═══ RECORDS FOR THE EXERCISE ═══

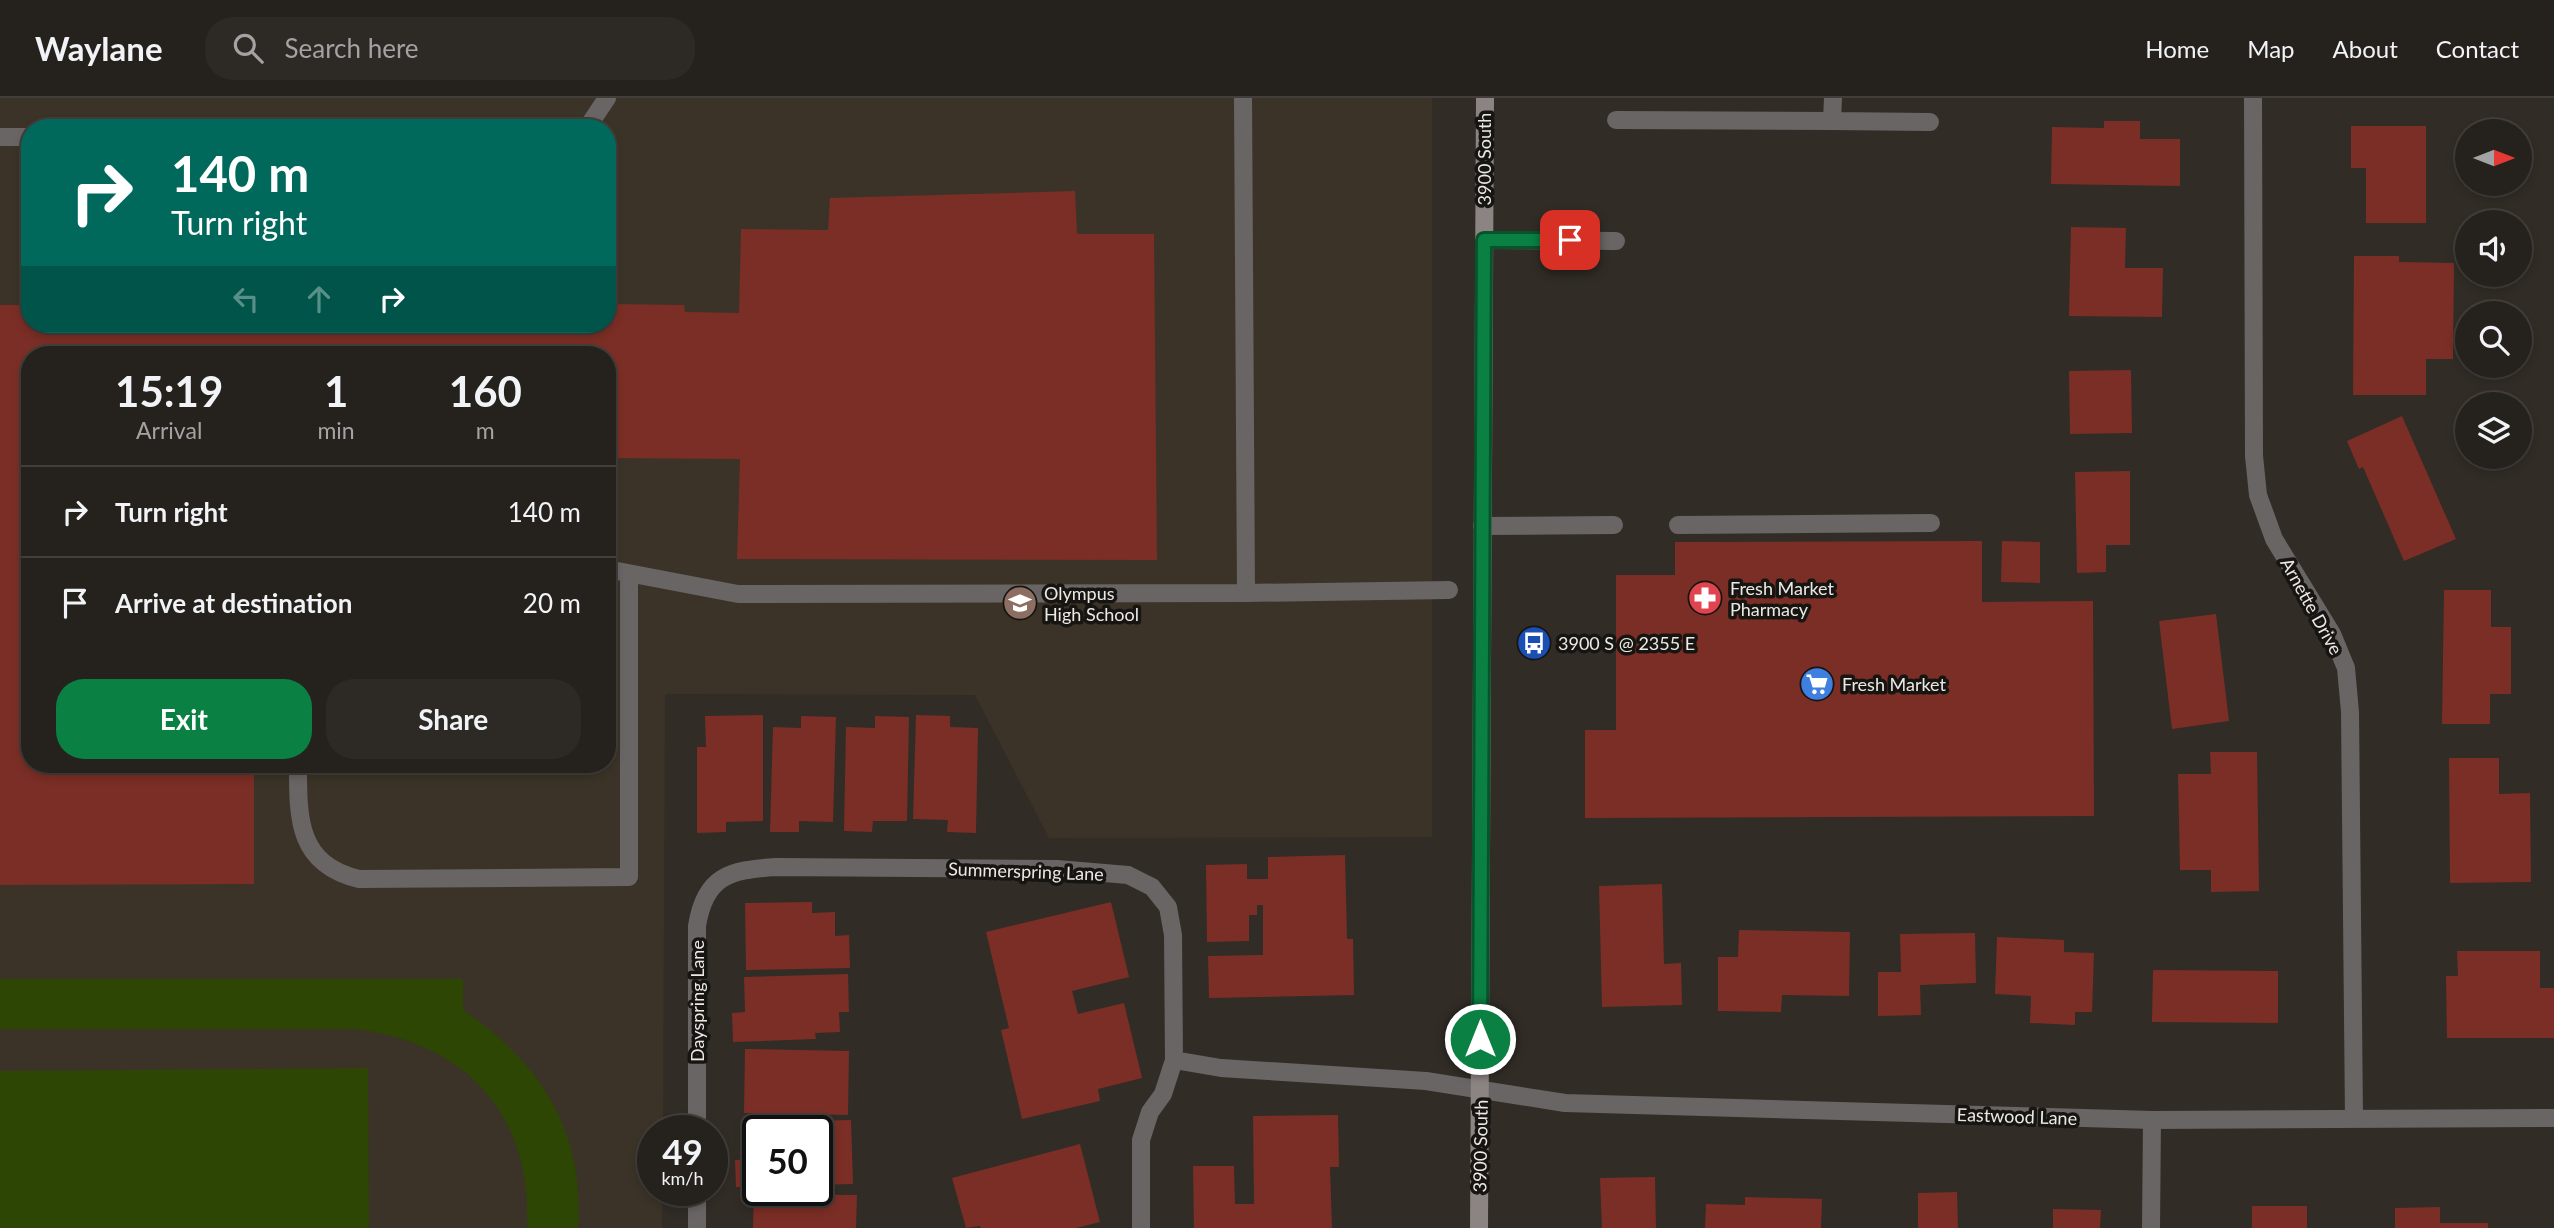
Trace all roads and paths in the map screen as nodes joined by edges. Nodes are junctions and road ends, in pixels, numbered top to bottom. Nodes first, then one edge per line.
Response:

═══
═══ RECORDS FOR THE EXERCISE ═══

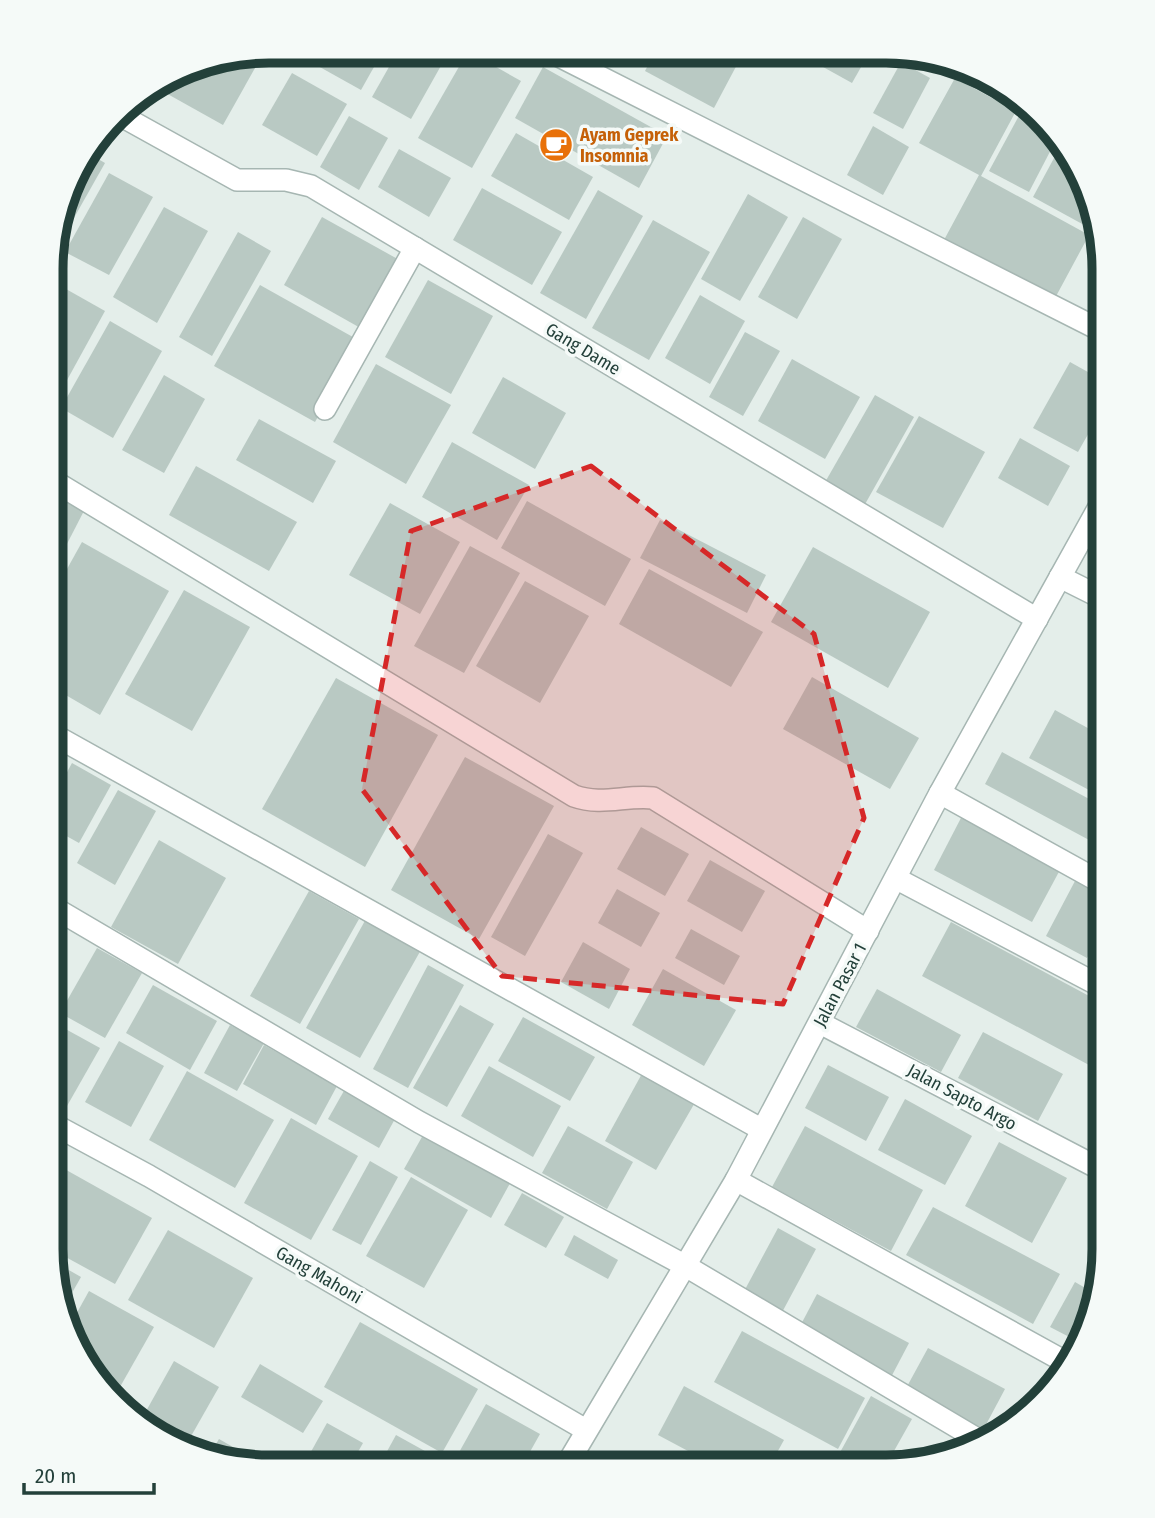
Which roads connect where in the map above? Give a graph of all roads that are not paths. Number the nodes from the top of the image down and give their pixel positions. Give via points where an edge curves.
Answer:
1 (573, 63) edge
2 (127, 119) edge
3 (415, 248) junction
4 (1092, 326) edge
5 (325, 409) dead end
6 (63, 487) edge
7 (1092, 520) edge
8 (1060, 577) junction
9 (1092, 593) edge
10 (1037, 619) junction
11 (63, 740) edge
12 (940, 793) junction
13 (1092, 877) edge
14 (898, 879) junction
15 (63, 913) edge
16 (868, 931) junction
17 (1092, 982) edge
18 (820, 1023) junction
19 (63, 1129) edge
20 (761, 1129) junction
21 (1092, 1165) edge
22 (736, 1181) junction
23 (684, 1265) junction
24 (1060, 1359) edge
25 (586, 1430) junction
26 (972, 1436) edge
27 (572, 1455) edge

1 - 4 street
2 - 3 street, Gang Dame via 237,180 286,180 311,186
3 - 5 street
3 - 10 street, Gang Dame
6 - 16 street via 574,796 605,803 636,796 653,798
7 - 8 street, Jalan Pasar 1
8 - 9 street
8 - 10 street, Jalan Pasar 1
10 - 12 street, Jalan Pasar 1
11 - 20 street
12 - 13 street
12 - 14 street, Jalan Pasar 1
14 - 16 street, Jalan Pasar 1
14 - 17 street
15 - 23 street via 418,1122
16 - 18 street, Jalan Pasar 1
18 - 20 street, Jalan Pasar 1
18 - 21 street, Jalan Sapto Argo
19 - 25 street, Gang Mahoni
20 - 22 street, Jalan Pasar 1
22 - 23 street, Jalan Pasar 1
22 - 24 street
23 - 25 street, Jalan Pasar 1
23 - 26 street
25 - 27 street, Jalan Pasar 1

═══
═══ RECORDS FOR THE EXERCISE ═══

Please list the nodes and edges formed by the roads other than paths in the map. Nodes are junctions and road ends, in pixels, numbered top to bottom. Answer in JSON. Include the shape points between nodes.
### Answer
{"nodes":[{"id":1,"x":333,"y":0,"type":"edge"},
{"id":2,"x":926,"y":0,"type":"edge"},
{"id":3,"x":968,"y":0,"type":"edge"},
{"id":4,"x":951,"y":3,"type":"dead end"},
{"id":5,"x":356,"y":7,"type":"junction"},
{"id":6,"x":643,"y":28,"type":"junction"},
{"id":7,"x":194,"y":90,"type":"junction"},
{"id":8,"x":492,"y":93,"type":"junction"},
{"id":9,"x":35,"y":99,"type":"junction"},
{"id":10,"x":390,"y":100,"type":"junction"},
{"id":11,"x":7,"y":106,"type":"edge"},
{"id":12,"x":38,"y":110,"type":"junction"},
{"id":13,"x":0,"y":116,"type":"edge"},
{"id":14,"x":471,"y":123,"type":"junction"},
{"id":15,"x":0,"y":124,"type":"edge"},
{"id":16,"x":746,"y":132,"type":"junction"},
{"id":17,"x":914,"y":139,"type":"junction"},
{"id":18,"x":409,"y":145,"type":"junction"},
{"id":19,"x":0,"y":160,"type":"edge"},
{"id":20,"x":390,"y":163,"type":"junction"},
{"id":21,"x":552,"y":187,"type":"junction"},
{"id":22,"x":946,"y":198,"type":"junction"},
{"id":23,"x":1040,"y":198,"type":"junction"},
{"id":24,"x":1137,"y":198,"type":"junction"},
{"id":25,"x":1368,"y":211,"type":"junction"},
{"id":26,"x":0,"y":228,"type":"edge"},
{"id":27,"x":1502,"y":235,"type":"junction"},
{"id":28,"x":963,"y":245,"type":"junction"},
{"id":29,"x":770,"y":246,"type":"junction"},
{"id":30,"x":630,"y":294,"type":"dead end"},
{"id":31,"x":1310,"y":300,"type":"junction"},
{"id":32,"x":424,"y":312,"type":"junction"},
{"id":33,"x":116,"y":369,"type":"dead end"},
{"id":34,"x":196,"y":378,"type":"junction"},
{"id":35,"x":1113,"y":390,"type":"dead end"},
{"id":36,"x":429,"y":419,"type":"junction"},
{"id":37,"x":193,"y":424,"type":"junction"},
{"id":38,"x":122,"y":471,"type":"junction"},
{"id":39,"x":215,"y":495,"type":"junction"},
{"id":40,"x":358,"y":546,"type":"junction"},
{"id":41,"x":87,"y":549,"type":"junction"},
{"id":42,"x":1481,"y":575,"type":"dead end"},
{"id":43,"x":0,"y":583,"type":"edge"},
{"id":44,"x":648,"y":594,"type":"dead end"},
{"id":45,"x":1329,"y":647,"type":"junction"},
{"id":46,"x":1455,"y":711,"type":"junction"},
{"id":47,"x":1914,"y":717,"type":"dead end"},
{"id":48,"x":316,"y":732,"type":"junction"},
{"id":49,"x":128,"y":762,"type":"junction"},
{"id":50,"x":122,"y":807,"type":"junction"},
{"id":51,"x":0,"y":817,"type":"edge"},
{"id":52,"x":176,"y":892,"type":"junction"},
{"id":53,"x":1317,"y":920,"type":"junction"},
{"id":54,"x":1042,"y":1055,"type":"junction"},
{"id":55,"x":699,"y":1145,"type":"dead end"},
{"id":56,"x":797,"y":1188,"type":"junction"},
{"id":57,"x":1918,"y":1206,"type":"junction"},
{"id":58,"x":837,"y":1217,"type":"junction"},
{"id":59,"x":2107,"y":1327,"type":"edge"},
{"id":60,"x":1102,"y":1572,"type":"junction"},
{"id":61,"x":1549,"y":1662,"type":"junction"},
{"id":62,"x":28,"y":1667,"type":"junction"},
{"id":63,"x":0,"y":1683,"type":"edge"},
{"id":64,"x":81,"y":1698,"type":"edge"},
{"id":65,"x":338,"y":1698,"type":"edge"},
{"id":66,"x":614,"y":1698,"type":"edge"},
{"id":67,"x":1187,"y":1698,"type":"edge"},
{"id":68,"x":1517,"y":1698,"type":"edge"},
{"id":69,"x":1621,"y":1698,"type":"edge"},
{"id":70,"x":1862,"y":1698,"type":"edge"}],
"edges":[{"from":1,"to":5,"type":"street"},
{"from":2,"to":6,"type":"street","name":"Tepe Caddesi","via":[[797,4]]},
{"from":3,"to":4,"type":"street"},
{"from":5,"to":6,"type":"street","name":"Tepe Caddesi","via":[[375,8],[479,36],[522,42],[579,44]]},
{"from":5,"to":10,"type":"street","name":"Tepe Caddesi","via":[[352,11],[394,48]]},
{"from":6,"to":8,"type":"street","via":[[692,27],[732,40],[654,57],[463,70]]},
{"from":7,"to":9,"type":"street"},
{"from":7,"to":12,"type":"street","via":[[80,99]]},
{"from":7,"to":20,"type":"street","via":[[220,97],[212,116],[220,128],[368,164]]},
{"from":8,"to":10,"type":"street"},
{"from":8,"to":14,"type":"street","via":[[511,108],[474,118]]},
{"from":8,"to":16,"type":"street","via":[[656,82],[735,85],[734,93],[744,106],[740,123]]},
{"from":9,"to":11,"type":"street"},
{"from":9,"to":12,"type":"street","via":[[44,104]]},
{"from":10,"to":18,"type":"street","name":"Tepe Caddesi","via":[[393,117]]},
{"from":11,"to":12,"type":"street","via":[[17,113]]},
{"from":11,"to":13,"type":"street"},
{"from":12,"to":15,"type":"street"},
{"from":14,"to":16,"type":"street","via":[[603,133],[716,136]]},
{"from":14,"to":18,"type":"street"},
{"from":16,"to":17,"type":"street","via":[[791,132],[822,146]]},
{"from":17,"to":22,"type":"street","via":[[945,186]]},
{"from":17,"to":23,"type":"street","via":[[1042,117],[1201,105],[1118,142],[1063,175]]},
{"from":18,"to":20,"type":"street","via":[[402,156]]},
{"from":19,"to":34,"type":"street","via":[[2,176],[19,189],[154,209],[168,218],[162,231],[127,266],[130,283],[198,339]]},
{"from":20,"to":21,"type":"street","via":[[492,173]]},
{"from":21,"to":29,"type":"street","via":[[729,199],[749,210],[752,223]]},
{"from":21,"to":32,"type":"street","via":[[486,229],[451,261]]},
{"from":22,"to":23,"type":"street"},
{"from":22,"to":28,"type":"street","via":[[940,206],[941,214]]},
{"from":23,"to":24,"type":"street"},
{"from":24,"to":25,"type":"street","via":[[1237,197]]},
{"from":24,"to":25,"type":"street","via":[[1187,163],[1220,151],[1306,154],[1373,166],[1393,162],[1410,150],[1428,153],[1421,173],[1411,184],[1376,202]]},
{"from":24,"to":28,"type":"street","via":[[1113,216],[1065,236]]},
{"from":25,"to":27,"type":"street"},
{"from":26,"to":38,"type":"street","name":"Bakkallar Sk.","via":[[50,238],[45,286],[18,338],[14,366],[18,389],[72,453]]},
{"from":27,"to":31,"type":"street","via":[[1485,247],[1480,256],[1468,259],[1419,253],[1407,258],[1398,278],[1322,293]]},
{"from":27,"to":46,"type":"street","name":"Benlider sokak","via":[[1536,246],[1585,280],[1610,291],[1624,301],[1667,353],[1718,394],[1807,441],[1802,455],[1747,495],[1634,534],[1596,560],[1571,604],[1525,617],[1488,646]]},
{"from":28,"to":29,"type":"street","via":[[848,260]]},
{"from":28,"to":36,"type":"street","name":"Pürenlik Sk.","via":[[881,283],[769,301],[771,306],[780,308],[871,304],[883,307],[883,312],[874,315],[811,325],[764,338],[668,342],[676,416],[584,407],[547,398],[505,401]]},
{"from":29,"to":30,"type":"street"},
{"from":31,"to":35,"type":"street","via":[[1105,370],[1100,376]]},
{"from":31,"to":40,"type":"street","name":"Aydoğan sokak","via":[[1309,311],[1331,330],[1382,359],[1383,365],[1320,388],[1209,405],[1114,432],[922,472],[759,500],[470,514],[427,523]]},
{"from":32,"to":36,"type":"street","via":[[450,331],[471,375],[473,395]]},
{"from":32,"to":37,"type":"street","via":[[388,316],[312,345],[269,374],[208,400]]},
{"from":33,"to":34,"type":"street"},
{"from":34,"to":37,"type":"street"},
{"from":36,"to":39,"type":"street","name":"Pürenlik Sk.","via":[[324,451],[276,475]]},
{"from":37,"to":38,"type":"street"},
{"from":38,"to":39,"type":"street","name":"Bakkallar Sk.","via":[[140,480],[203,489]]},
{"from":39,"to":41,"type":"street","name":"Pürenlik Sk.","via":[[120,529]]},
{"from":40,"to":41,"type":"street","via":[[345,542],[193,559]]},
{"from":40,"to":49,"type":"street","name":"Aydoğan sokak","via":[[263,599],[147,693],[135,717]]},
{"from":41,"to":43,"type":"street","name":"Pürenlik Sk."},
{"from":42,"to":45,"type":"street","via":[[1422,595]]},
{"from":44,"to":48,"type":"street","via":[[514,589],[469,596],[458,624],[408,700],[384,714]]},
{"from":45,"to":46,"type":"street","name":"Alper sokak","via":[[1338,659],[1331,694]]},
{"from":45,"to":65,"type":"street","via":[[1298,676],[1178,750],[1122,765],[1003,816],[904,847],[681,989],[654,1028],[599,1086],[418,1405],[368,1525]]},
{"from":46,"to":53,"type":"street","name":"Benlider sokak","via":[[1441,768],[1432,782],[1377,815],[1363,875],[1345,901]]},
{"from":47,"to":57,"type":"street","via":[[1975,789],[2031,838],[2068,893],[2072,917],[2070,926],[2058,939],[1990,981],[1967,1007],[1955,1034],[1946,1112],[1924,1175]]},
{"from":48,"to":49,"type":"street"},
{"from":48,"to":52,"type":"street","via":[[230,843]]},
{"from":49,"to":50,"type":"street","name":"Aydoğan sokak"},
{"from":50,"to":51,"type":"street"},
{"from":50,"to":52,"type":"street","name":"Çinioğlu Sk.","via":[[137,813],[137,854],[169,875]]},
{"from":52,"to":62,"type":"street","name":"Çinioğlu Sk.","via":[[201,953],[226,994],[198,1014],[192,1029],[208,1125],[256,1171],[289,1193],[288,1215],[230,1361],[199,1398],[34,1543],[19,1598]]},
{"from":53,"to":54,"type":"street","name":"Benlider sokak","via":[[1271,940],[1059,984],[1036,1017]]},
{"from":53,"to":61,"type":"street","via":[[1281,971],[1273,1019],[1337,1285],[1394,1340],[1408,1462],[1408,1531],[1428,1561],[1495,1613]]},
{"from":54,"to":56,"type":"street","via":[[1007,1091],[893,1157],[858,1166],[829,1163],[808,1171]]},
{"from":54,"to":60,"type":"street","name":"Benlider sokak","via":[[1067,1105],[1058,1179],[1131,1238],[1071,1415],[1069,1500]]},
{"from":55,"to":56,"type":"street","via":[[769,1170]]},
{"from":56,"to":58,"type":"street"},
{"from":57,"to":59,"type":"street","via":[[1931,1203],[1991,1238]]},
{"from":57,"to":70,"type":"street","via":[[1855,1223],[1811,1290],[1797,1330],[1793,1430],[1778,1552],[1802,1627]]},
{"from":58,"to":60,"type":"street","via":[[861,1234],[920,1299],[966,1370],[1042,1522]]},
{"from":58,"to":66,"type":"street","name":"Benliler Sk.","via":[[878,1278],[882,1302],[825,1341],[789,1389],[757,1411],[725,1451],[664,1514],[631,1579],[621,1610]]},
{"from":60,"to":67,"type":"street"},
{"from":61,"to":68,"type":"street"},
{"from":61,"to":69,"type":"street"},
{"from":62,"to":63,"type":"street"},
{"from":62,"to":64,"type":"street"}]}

═══

- WHAT IS REQUIRED: If a line in the listing has "points" in it, report that line.

- YOUR RESPONSE:
Which roads connect where in the map above? Give a graph of all roads that are not paths. Number the nodes from the top of the image down and give their pixel positions. Give via points where an edge curves.
Please list the nodes and edges formed by the roads other than paths in the map. Nodes are junctions and road ends, in pixels, numbered top to bottom. Answer in JSON. Include the shape points between nodes.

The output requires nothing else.